0

This is a slight variation on how to combine two hashes in that I would like the resulting hash to be influenced more by one of the input.

For the roughly symmetric case, we have algorithms such as boost::hash_combine:

template <class T>
inline void hash_combine(std::size_t& seed, const T& v)
{
  std::hash<T> hasher;
  seed ^= hasher(v) + 0x9e3779b9 + (seed<<6) + (seed>>2);
}

I am looking for a weighted version, perhaps the interface would resemble:

uint64_t weighted_hash_combine(uint64_t hashA, uint16 weightA, uint64_t hashB, uint16 weightB);

The premise being that the probability of a bit in the output hash being affected by changes in one of the input hashes is a function of the ratio of weightA to weightB.

This would allow me to improve on a tree hashing algorithm for unbalanced trees. A simpler way to hash a tree is covered here, essentially a breadth first traversal pushes each hash(node) into an accumulated value. The problem with this is that the last node to be mixed into the combined hash will have a greater influence over the result than the first.

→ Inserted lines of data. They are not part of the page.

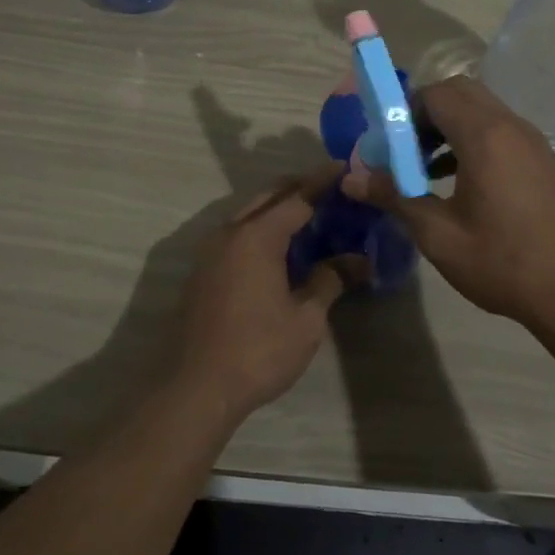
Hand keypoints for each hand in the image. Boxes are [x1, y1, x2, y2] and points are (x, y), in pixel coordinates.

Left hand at [171, 167, 348, 424]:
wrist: (196, 386)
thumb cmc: (258, 350)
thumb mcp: (306, 319)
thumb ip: (330, 280)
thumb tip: (358, 260)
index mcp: (256, 236)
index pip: (296, 197)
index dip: (322, 183)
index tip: (343, 168)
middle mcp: (229, 233)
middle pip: (268, 198)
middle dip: (297, 189)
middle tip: (329, 190)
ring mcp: (210, 252)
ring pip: (248, 214)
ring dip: (276, 209)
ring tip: (308, 216)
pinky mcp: (202, 272)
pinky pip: (236, 235)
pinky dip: (260, 229)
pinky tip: (278, 248)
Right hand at [342, 76, 554, 336]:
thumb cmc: (503, 263)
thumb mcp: (438, 234)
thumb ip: (394, 197)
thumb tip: (350, 179)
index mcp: (485, 136)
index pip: (436, 94)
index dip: (404, 112)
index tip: (386, 146)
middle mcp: (512, 127)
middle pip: (460, 93)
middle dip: (425, 113)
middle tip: (405, 151)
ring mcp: (533, 143)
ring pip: (482, 111)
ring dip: (449, 127)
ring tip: (425, 169)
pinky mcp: (544, 161)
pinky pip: (500, 132)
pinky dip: (473, 140)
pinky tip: (458, 183)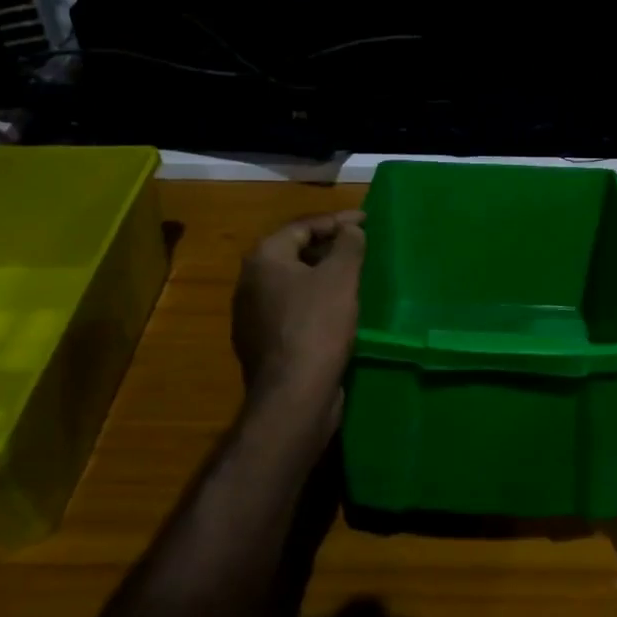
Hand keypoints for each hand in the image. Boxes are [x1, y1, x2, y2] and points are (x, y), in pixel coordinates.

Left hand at [232, 211, 366, 402]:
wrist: (294, 395)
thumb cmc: (317, 325)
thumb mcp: (341, 277)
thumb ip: (348, 245)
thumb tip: (350, 231)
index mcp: (264, 259)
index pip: (302, 226)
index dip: (337, 221)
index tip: (367, 222)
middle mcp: (250, 283)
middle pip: (294, 253)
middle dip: (329, 247)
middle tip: (361, 247)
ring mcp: (252, 316)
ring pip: (294, 284)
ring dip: (323, 276)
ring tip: (354, 276)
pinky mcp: (264, 344)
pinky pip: (293, 310)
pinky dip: (316, 302)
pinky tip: (339, 311)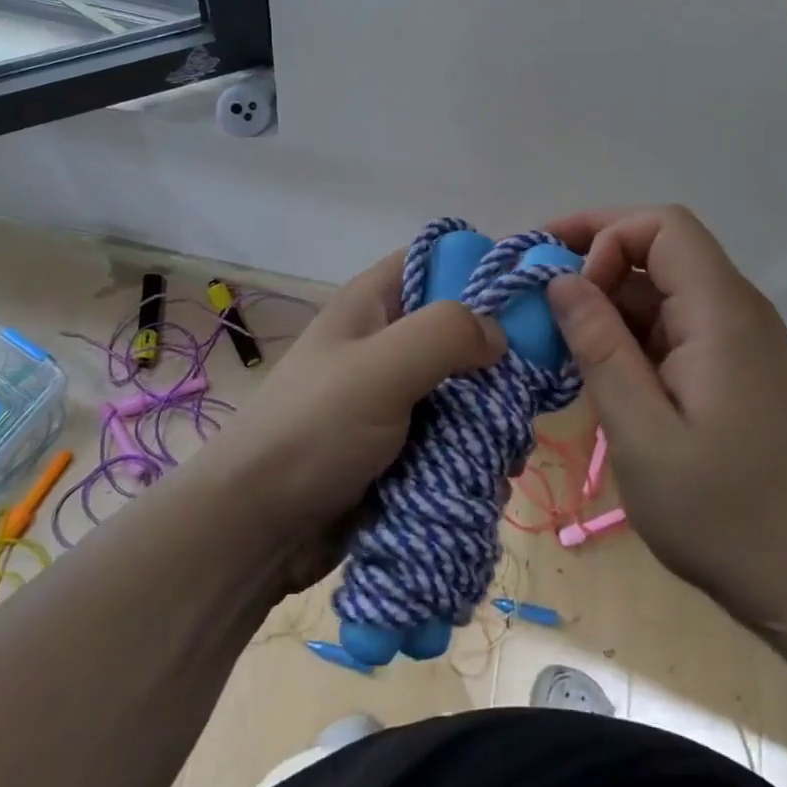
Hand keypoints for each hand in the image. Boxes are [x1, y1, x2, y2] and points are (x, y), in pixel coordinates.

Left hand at [213, 251, 504, 563]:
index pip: (435, 259)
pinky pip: (453, 435)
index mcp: (374, 304)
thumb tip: (499, 335)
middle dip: (498, 358)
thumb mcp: (380, 368)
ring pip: (464, 388)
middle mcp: (387, 342)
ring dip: (491, 415)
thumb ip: (445, 334)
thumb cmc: (315, 431)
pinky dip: (475, 452)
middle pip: (460, 328)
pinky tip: (491, 478)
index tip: (530, 299)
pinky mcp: (401, 445)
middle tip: (527, 389)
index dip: (480, 267)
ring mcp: (394, 396)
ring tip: (509, 447)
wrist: (256, 527)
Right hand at [545, 205, 786, 621]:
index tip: (565, 286)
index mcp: (722, 313)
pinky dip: (630, 332)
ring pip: (664, 289)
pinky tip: (600, 368)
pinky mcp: (734, 367)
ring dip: (609, 301)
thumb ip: (598, 347)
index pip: (663, 226)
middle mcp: (737, 310)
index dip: (606, 236)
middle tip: (539, 295)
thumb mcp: (640, 432)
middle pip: (662, 250)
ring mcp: (739, 340)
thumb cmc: (720, 511)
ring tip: (559, 339)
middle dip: (596, 260)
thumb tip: (561, 280)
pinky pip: (674, 325)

If a reasonable weighted hash combination is available, then I can bias the combination based on the number of nodes that contributed to each hash and, hopefully, improve the fairness of the hash function.

So far I've come up with:

uint64_t weighted_hash_combine(uint64_t hashA, uint16 weightA, uint64_t hashB, uint16 weightB)
{
  if (weightA > weightB)
  {
    return weighted_hash_combine(hashB,weightB,hashA,weightA);
  }
  uint64_t ratio = weightA / weightB;
  uint64_t combined = hashA;
  for (uint64_t i = 0; i < ratio; i++)
  {
     hash_combine(combined, hashB);
  }
  return combined;
 }       

This is rather lacking in numerical sophistication though, so I'm hoping the community can recall / invent a better solution.

The high level goal is to short-circuit an equality test between trees when the (size or) hash values are different, given that they will often only differ in one or two leaves and there's no good way to estimate which.

Community
  • 1
  • 1
Jon Chesterfield
  • 2,251
  • 1
  • 20
  • 30

1 Answers1

0

Hashes don't work like that. When you properly combine hashes, a change in either hash is guaranteed to change the combined hash, and in fact, by changing either hash, you can completely determine the value of the combined hash.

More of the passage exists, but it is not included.